Deliberations continued throughout the day on May 23, 2002. Before deliberations resumed on the morning of May 24, 2002, the trial court announced to the parties that it had discovered that one juror had an extensive criminal record, which he had not disclosed during voir dire. The parties agreed that this juror should be dismissed without a hearing and be replaced by the alternate juror. Thereafter, the trial court substituted the alternate juror for the regular juror pursuant to § 54-82h (c).8

Pursuant to § 54-82h (c), the trial court then instructed the reconstituted jury regarding the substitution as follows: “Ladies and gentlemen of the jury, a circumstance has arisen which has caused the court to ask one of the members of the jury to be excused. And we, in that case, have the right to bring in the alternate juror. And based upon that, it is required that you begin your deliberations all over again. Now I am sure that some of the torment and discussion that has [554]*554occurred over the course of the last many hours of jury deliberations are not necessary to completely relive. But it is required that you, in essence, begin your jury deliberations all over again. And I think that perhaps it would be helpful to begin by getting the alternate juror [to] have some understanding of where you’ve been and what you’ve discussed, and then go from there. I trust that the foreman of the jury will share the discussions with [the substituted juror] and it is possible that it will not take as long as you think. But nonetheless, this is an unusual procedure, it’s the first time I’ve ever done it. First time any of the lawyers have ever done it. But it was necessary to do in this case.” (Emphasis added.) The defendant did not take exception to these instructions at trial.

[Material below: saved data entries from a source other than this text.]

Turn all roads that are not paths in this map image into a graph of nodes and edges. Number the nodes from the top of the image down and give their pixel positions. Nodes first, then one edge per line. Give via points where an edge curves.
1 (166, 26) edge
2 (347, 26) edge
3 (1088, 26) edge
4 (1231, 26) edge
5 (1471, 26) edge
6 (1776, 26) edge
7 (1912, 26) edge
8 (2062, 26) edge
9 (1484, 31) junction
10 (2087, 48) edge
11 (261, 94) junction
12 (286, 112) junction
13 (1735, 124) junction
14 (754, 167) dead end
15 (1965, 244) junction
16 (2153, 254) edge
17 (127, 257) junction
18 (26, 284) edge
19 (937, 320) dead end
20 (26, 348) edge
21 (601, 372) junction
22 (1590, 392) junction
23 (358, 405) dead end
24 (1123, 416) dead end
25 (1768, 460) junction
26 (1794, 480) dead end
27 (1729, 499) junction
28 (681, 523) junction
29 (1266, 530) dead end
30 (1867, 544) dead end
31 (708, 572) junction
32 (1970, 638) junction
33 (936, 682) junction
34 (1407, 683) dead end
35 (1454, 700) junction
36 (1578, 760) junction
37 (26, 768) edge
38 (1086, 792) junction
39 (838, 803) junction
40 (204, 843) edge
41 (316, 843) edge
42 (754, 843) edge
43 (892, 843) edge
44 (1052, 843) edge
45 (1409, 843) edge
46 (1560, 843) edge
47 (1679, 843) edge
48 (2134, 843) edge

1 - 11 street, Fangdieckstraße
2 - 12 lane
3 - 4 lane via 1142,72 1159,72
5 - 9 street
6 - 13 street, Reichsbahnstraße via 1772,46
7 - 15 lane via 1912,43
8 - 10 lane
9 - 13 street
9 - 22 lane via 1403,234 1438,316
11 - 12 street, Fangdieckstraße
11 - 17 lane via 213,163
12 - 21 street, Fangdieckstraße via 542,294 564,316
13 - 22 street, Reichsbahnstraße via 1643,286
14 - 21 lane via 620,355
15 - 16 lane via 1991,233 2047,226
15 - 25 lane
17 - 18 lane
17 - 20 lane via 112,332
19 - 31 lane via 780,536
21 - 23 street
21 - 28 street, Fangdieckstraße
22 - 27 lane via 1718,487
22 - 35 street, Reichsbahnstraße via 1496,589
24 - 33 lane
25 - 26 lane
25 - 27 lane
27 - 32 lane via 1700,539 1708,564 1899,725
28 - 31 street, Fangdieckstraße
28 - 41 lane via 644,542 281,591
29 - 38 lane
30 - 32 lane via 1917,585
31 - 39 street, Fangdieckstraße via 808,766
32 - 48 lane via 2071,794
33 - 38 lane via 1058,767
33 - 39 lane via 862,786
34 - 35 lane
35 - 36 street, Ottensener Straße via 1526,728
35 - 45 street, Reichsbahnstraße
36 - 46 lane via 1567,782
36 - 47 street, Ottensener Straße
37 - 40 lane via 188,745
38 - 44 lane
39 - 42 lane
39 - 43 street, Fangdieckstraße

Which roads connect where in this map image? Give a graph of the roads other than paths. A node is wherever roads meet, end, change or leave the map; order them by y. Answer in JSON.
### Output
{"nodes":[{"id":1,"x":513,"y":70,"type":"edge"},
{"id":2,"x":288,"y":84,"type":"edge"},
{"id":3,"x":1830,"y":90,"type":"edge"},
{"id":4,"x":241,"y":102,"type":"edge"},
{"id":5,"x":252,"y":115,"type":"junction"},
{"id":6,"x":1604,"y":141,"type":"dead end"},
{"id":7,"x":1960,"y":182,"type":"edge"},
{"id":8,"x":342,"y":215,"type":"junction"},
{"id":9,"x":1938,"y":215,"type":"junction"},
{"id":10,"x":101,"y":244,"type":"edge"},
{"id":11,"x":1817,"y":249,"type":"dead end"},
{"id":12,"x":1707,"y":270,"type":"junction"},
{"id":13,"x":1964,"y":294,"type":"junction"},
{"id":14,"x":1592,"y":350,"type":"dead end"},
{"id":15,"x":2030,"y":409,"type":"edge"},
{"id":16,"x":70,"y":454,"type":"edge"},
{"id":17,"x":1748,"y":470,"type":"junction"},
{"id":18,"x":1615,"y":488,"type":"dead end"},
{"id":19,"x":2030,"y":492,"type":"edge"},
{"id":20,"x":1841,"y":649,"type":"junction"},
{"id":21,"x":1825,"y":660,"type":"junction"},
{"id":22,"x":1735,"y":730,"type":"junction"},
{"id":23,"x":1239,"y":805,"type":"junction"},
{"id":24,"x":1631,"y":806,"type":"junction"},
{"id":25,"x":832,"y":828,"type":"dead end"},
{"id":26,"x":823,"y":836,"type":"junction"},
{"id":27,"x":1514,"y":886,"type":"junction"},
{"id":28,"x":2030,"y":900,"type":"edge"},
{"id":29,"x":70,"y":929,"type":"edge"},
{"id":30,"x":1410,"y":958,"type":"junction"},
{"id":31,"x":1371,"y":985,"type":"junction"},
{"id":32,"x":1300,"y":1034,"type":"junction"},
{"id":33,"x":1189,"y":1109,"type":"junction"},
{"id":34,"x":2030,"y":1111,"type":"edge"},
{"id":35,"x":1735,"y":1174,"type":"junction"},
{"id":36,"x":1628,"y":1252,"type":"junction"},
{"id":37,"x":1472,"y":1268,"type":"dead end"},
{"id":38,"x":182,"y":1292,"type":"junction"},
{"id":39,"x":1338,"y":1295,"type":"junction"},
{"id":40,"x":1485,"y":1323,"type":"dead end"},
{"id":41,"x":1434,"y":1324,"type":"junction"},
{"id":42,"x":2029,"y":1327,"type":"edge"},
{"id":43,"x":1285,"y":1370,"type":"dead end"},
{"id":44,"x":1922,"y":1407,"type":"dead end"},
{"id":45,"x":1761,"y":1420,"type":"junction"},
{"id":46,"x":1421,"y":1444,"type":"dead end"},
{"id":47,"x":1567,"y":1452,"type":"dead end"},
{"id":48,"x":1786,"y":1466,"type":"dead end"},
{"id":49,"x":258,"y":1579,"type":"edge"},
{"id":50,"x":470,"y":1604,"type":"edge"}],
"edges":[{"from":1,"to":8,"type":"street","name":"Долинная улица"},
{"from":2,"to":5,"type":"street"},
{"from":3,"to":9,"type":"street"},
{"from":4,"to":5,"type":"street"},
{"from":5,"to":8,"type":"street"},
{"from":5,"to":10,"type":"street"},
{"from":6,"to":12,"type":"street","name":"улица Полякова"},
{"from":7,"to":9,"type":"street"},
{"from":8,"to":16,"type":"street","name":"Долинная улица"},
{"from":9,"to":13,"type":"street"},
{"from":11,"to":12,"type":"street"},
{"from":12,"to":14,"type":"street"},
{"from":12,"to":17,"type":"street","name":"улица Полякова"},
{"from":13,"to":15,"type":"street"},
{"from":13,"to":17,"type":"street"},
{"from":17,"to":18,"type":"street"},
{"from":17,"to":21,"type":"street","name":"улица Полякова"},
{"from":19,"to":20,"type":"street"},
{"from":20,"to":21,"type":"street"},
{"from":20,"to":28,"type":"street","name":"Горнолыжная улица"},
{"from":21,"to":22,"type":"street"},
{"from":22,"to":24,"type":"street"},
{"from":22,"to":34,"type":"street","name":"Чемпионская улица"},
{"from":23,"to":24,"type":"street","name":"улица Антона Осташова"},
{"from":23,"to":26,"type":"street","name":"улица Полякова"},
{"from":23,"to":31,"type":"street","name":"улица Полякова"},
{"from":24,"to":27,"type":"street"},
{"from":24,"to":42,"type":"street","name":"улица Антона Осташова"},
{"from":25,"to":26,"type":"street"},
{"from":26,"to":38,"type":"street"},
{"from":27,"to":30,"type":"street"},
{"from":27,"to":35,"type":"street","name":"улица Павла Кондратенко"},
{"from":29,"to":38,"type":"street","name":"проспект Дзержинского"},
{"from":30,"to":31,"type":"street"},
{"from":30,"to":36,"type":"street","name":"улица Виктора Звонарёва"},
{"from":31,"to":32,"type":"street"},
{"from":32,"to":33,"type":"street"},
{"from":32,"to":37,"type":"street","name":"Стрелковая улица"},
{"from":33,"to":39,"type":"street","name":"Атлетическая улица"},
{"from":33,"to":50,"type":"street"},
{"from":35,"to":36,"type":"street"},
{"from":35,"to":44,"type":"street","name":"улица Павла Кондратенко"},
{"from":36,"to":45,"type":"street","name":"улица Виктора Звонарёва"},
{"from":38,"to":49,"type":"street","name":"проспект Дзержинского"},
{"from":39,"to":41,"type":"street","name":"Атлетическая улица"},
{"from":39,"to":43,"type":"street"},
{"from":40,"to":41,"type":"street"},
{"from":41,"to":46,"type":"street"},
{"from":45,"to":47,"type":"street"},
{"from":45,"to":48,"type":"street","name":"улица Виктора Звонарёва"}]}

After deliberating for four and one-half hours, the jury returned a verdict of guilty on two counts of sexual assault in the fourth degree and two counts of risk of injury to a child and not guilty with respect to the remaining counts. Thereafter, the trial court rendered a judgment of conviction in accordance with the jury’s verdict.9 The defendant appealed from the trial court’s judgment of conviction to the Appellate Court and we thereafter transferred the appeal to this court pursuant to General Statutes § 51-199 (c) and Practice Book § 65-1.

The defendant claims that the trial court violated his sixth amendment right to a fair and impartial jury trial by failing to instruct the reconstituted jury adequately following the substitution of a regular juror with an alternate juror after deliberations had begun in violation [555]*555of § 54-82h (c).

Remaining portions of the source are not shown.